Since Domas keeps complaining about the database load from the dumps (and then killing the dump processes), I've made some changes which should reduce the load involved.
Dumps are now being generated on a two-pass system. The first pass reads through page and revision quickly and makes a stub dump, with rev_text_id references in place of the full page text.
The second pass reads this stub dump, and the previous full dump of the same database. Existing revision text can be copied directly from the previous dump (page contents on a given revision ID are immutable). New revisions not in the old dump are read individually out of the database, using the rev_text_id to avoid having to hit the page or revision tables.
At the moment I'm doing the full/current/articles split on the first pass, and the compression to bzip2 and 7zip is done on the second pass with the final data.
Hopefully this should go a little smoother.
Also, last week the mwdumper dump import tool got a number of optimizations:
* Inserts are batched more efficiently for bulk insert * Folke Behrens sent a patch to rearrange and properly buffer things to significantly speed up the XML input and SQL generation * You can have it connect directly to the MySQL server if you have the MySQL Connector/J driver in classpath. * There are some hints in the README on server configuration tweaks for faster import
A precompiled .jar of the current code is available at: http://download.wikipedia.org/tools/
Source is in CVS, module mwdumper.
It's known to work with Sun's 1.5 JDK and GNU GCJ 4.0.1. Sun Java 1.4 may have problems with some dumps (known to fail on the last Japanese Wikipedia dump.)
-- brion vibber (brion @ pobox.com)
Brion Vibber wrote:
The second pass reads this stub dump, and the previous full dump of the same database. Existing revision text can be copied directly from the previous dump (page contents on a given revision ID are immutable).

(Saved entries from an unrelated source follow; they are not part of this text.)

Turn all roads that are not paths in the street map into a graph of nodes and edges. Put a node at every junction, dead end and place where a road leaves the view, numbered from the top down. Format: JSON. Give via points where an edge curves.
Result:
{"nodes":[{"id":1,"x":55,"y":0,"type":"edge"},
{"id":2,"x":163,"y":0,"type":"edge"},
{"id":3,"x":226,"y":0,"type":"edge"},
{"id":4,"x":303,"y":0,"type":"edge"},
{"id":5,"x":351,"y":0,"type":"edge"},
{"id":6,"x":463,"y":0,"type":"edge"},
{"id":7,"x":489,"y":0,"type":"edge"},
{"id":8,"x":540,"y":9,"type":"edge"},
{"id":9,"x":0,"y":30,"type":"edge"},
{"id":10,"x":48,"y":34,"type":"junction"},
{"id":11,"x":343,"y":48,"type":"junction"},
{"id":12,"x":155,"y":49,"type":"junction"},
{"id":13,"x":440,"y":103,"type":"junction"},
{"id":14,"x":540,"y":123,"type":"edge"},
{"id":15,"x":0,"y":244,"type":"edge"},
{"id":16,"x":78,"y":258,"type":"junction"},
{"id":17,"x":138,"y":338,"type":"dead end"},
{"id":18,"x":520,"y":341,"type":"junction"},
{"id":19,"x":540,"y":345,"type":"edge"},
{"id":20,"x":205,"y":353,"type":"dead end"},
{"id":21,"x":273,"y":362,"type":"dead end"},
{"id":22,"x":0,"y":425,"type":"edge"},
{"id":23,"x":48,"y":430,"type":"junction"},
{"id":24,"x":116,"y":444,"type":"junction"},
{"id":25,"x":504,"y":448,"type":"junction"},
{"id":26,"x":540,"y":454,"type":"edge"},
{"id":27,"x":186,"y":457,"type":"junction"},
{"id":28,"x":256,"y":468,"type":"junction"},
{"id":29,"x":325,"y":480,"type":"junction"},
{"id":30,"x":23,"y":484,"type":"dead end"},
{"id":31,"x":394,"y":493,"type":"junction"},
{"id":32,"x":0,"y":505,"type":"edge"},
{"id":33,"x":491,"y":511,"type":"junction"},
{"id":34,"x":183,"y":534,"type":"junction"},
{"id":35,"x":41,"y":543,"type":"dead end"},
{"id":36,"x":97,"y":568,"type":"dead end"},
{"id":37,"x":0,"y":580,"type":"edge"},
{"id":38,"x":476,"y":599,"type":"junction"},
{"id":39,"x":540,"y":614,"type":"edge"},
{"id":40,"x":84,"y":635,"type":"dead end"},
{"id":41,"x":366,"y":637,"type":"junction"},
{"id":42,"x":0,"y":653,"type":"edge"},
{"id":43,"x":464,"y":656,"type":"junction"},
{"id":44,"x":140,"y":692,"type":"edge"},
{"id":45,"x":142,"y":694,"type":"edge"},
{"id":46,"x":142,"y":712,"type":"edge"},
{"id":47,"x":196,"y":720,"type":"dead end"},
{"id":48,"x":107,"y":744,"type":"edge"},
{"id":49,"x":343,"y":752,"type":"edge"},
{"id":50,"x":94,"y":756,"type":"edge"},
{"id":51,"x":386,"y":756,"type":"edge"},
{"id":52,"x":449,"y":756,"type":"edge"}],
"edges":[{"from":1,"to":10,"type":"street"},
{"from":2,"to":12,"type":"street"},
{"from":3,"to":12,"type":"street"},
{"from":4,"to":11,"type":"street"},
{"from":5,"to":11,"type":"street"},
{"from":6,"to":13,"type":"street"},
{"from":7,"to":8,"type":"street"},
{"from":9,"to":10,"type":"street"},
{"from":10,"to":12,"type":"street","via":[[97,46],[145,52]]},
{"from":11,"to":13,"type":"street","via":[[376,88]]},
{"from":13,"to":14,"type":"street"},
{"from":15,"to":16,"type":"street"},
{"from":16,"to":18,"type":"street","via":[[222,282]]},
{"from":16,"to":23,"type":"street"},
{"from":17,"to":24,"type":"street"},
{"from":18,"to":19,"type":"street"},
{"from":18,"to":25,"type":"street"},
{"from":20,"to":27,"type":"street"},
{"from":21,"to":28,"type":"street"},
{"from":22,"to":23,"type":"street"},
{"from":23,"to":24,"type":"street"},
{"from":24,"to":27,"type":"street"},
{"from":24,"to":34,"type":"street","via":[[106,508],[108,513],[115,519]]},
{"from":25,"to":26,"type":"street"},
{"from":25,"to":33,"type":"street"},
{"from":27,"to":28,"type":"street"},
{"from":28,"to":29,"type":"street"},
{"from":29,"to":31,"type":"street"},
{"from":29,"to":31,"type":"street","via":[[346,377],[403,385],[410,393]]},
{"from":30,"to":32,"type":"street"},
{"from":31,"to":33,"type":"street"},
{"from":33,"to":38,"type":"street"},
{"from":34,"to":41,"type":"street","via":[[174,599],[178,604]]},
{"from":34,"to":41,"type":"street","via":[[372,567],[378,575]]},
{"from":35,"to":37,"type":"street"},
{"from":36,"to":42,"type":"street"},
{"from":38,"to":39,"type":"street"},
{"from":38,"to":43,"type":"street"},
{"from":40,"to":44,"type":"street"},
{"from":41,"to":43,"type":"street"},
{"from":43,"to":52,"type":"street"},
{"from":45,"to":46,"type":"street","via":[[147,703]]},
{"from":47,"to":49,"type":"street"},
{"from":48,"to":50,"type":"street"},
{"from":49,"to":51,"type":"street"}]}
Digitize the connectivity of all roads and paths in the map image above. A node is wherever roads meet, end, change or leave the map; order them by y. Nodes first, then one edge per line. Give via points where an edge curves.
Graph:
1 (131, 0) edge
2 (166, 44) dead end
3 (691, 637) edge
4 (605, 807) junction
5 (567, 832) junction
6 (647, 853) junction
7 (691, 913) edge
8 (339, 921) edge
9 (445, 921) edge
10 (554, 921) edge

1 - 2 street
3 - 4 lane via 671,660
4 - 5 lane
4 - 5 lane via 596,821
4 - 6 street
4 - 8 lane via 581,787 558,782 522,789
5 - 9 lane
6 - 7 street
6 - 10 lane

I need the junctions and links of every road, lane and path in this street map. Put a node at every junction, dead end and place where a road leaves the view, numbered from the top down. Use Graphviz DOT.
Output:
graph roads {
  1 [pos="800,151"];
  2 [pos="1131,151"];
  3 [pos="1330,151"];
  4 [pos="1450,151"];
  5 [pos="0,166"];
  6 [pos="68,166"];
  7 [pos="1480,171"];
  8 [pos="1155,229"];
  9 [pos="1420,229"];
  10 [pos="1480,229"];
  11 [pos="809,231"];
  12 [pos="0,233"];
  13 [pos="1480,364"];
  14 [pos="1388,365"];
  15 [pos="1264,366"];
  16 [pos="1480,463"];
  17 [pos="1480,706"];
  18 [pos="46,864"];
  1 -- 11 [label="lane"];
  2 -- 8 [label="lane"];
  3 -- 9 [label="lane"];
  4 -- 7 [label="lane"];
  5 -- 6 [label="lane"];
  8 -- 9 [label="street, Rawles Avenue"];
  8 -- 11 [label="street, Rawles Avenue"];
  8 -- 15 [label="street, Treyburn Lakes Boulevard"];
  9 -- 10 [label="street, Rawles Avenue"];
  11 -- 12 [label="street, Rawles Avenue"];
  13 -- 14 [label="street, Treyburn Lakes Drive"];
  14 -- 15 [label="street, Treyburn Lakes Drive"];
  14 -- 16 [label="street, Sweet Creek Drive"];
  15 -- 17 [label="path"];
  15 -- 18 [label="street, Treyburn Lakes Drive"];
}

The thing I completely forgot to mention about this is that I'm using the new XMLReader extension in PHP 5.1 for this; so srv35 and srv36 have experimental PHP 5.1.0RC1 installations in /usr/local/php5 that get used for this step.
XMLReader has a 'pull' interface, so you can read off the XML stream at your own pace. Quite handy when you're already trapped in one SAX event loop reading the first stream. :)
-- brion vibber (brion @ pobox.com)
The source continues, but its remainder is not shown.